[unicodedata] Fix bug in buildUCD.py

The method that was being used to read the header from the input was inadvertently dropping the first non-header line on the floor; although this happens to be okay in some cases (where there is an empty line after the header) in the case of newer versions of the ScriptExtensions.txt file, this was causing the generated code to be missing the first entry, for U+00B7 (MIDDLE DOT)
2025-01-28 19:03:43 -05:00 · 2025-01-28 19:03:43 -05:00 · b26271cc4d
commit b26271cc4d
parent 6bc5d7f887
5 changed files with 73 additions and 29 deletions
--- a/Lib/fontTools/unicodedata/Blocks.py
+++ b/Lib/fontTools/unicodedata/Blocks.py
@ -16,7 +16,6 @@
 # Format:
 # Start Code..End Code; Block Name

-
 RANGES = [
    0x0000,  # .. 0x007F ; Basic Latin
    0x0080,  # .. 0x00FF ; Latin-1 Supplement
--- a/Lib/fontTools/unicodedata/ScriptExtensions.py
+++ b/Lib/fontTools/unicodedata/ScriptExtensions.py
@ -32,9 +32,10 @@
 #
 # @missing: 0000..10FFFF; <script>

-
 RANGES = [
-    0x0000,  # .. 0x02BB ; None
+    0x0000,  # .. 0x00B6 ; None
+    0x00B7,  # .. 0x00B7 ; {'Avst', 'Cari', 'Copt', 'Dupl', 'Elba', 'Geor', 'Glag', 'Gong', 'Goth', 'Grek', 'Hani', 'Latn', 'Lydi', 'Mahj', 'Perm', 'Shaw'}
+    0x00B8,  # .. 0x02BB ; None
    0x02BC,  # .. 0x02BC ; {'Beng', 'Cyrl', 'Deva', 'Latn', 'Lisu', 'Thai', 'Toto'}
    0x02BD,  # .. 0x02C6 ; None
    0x02C7,  # .. 0x02C7 ; {'Bopo', 'Latn'}
@ -316,7 +317,26 @@ RANGES = [
 ]

 VALUES = [
-    None,  # 0000..02BB
+    None,  # 0000..00B6
+    {
+        "Avst",
+        "Cari",
+        "Copt",
+        "Dupl",
+        "Elba",
+        "Geor",
+        "Glag",
+        "Gong",
+        "Goth",
+        "Grek",
+        "Hani",
+        "Latn",
+        "Lydi",
+        "Mahj",
+        "Perm",
+        "Shaw",
+    },  # 00B7..00B7
+    None,  # 00B8..02BB
    {"Beng", "Cyrl", "Deva", "Latn", "Lisu", "Thai", "Toto"},  # 02BC..02BC
    None,  # 02BD..02C6
    {"Bopo", "Latn"},  # 02C7..02C7
--- a/Lib/fontTools/unicodedata/Scripts.py
+++ b/Lib/fontTools/unicodedata/Scripts.py
@ -19,7 +19,6 @@
 #       https://www.unicode.org/reports/tr24/#Assignment_ScriptX_Values
 #

-
 RANGES = [
    0x0000,  # .. 0x0040 ; Common
    0x0041,  # .. 0x005A ; Latin
--- a/MetaTools/buildUCD.py
+++ b/MetaTools/buildUCD.py
@ -8,13 +8,12 @@ try:
    from urllib.request import urlopen
 except ImportError:
    from urllib2 import urlopen
-from contextlib import closing, contextmanager
 import re
-from codecs import iterdecode
 import logging
 import os
 from io import open
 from os.path import abspath, dirname, join as pjoin, pardir, sep
+from typing import List


 try:  # pragma: no cover
@ -40,27 +39,26 @@ MAX_UNICODE = 0x10FFFF
 log = logging.getLogger()


-@contextmanager
-def open_unidata_file(filename):
+def open_unidata_file(filename) -> List[str]:
    """Open a text file from https://unicode.org/Public/UNIDATA/"""
    url = UNIDATA_URL + filename
-    with closing(urlopen(url)) as response:
-        yield iterdecode(response, encoding="utf-8")
+    return urlopen(url).read().decode("utf-8").splitlines()

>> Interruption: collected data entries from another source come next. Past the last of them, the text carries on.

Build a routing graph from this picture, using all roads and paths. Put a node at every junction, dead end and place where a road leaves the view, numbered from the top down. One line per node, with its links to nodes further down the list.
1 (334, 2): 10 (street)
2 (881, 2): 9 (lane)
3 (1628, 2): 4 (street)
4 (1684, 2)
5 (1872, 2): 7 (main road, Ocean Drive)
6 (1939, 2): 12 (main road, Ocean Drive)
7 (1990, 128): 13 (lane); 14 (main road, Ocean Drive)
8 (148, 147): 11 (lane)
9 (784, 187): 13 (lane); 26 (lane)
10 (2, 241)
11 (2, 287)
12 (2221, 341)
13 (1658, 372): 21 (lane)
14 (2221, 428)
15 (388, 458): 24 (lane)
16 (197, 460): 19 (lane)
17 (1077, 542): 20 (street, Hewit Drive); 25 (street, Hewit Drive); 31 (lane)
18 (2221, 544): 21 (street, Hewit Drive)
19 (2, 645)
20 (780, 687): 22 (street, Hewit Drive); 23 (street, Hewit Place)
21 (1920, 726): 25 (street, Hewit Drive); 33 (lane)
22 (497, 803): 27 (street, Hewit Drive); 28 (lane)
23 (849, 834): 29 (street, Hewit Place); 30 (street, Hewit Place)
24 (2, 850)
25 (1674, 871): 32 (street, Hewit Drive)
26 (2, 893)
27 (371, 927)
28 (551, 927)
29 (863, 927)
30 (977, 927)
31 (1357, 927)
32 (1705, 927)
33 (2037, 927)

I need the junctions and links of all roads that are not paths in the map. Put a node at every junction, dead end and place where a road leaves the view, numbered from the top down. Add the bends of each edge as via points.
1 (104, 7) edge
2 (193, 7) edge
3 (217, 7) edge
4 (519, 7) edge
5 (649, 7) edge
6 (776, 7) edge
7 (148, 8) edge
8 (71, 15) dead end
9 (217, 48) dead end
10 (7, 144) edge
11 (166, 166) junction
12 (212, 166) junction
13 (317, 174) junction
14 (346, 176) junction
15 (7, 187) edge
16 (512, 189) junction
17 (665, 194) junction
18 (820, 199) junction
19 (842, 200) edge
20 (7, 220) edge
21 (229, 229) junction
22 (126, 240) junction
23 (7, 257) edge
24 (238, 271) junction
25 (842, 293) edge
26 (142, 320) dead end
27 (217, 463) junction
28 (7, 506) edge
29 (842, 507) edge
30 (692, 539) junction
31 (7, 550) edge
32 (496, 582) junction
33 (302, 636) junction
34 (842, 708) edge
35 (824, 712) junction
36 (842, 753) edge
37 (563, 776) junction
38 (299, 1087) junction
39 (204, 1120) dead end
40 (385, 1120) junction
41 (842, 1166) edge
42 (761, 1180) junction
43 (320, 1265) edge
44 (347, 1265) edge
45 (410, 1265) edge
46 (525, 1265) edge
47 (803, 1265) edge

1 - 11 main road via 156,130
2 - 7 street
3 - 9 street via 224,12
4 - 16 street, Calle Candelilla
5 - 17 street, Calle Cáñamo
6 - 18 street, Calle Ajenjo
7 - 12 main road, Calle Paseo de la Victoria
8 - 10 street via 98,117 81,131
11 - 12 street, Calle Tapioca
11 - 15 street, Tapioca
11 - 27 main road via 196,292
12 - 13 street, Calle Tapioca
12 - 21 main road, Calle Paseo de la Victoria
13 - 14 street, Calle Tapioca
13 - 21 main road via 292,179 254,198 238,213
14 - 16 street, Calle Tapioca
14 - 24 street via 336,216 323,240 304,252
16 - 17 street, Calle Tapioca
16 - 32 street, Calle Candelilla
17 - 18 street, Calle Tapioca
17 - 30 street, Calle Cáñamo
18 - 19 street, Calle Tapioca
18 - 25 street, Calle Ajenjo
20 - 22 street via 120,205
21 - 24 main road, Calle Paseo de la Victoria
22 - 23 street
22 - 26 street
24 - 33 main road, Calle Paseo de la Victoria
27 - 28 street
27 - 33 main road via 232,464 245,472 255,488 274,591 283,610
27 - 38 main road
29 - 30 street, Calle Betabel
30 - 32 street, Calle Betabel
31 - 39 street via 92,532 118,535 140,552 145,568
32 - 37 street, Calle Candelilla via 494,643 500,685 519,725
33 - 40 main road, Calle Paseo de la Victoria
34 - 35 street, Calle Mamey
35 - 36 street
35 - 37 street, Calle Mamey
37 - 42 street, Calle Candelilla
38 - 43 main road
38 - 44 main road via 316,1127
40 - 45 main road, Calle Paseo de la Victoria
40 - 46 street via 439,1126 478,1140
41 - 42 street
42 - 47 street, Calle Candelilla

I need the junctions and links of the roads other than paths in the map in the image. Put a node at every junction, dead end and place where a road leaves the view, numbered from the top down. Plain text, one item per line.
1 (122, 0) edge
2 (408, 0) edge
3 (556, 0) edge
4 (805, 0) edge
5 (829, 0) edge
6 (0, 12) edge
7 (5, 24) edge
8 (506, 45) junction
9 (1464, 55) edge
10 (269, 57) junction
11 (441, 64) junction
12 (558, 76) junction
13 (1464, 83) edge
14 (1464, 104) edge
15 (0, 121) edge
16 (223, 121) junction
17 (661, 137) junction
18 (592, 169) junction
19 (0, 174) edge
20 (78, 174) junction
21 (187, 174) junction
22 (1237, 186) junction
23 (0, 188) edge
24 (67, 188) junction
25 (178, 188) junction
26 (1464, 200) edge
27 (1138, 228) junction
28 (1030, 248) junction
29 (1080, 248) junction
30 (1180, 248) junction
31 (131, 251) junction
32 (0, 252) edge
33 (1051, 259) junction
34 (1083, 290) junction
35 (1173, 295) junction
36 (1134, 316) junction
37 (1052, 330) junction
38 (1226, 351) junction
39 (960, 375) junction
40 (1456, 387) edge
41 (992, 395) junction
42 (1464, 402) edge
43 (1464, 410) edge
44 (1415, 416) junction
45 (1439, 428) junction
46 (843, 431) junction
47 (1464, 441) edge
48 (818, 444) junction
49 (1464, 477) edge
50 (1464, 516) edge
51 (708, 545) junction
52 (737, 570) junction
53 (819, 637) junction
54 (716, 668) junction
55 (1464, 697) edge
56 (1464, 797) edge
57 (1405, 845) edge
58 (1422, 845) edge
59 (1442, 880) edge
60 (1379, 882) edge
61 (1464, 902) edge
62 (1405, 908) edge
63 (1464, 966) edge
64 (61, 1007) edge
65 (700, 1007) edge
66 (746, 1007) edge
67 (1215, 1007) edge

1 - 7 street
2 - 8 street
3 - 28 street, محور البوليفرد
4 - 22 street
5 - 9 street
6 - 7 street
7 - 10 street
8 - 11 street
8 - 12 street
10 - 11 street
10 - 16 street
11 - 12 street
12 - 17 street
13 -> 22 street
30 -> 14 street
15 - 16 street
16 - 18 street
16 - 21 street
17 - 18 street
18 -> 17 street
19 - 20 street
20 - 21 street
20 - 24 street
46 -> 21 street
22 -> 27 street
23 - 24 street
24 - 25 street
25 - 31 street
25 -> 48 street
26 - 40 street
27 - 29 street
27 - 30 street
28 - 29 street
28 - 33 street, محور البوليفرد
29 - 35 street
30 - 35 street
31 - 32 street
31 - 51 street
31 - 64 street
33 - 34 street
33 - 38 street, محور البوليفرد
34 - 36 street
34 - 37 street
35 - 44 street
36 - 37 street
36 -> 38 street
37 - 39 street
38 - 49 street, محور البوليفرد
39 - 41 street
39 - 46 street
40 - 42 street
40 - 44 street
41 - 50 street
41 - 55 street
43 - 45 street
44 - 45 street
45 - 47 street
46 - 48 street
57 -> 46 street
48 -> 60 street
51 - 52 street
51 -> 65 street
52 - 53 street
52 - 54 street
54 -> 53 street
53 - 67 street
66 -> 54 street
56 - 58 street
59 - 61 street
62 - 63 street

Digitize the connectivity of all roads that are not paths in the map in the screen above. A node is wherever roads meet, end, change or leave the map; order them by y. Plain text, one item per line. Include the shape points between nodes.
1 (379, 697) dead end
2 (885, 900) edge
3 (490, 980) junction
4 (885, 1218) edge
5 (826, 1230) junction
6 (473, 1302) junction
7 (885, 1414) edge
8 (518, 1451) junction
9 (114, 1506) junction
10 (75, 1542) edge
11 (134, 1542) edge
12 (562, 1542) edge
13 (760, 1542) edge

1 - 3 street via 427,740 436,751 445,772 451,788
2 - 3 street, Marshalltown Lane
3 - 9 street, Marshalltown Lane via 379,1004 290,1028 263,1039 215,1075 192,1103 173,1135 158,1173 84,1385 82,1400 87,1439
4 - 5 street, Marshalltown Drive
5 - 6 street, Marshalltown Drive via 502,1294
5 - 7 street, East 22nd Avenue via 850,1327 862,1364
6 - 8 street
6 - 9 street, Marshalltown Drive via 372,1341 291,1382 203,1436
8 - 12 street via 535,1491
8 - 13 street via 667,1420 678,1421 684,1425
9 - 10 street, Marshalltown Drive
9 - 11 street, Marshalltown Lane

-def parse_unidata_header(infile):
+def parse_unidata_header(file_lines: List[str]):
    """Read the top header of data files, until the first line
    that does not start with '#'.
    """
    header = []
-    line = next(infile)
-    while line.startswith("#"):
-        header.append(line)
-        line = next(infile)
-    return "".join(header)
+    for line in file_lines:
+        if line.startswith("#"):
+            header.append(line)
+        else:
+            break
+    return "\n".join(header)


-def parse_range_properties(infile, default=None, is_set=False):
+def parse_range_properties(infile: List[str], default=None, is_set=False):
    """Parse a Unicode data file containing a column with one character or
    a range of characters, and another column containing a property value
    separated by a semicolon. Comments after '#' are ignored.
@ -180,14 +178,15 @@ def build_ranges(

    if local_ucd:
        log.info("loading '%s' from local directory '%s'", filename, local_ucd)
-        cm = open(pjoin(local_ucd, filename), "r", encoding="utf-8")
+        file_lines = [
+            l for l in open(pjoin(local_ucd, filename), "r", encoding="utf-8")
+        ]
    else:
        log.info("downloading '%s' from '%s'", filename, UNIDATA_URL)
-        cm = open_unidata_file(filename)
+        file_lines = open_unidata_file(filename)

-    with cm as f:
-        header = parse_unidata_header(f)
-        ranges = parse_range_properties(f, default=default, is_set=is_set)
+    header = parse_unidata_header(file_lines)
+    ranges = parse_range_properties(file_lines, default=default, is_set=is_set)

    if aliases:
        reversed_aliases = {normalize(v[0]): k for k, v in aliases.items()}
@ -260,14 +259,14 @@ def parse_property_value_aliases(property_tag, local_ucd=None):
    filename = "PropertyValueAliases.txt"
    if local_ucd:
        log.info("loading '%s' from local directory '%s'", filename, local_ucd)
-        cm = open(pjoin(local_ucd, filename), "r", encoding="utf-8")
+        file_lines = [
+            l for l in open(pjoin(local_ucd, filename), "r", encoding="utf-8")
+        ]
    else:
        log.info("downloading '%s' from '%s'", filename, UNIDATA_URL)
-        cm = open_unidata_file(filename)
-
-    with cm as f:
-        header = parse_unidata_header(f)
-        data = parse_semicolon_separated_data(f)
+        file_lines = open_unidata_file(filename)
+    header = parse_unidata_header(file_lines)
+    data = parse_semicolon_separated_data(file_lines)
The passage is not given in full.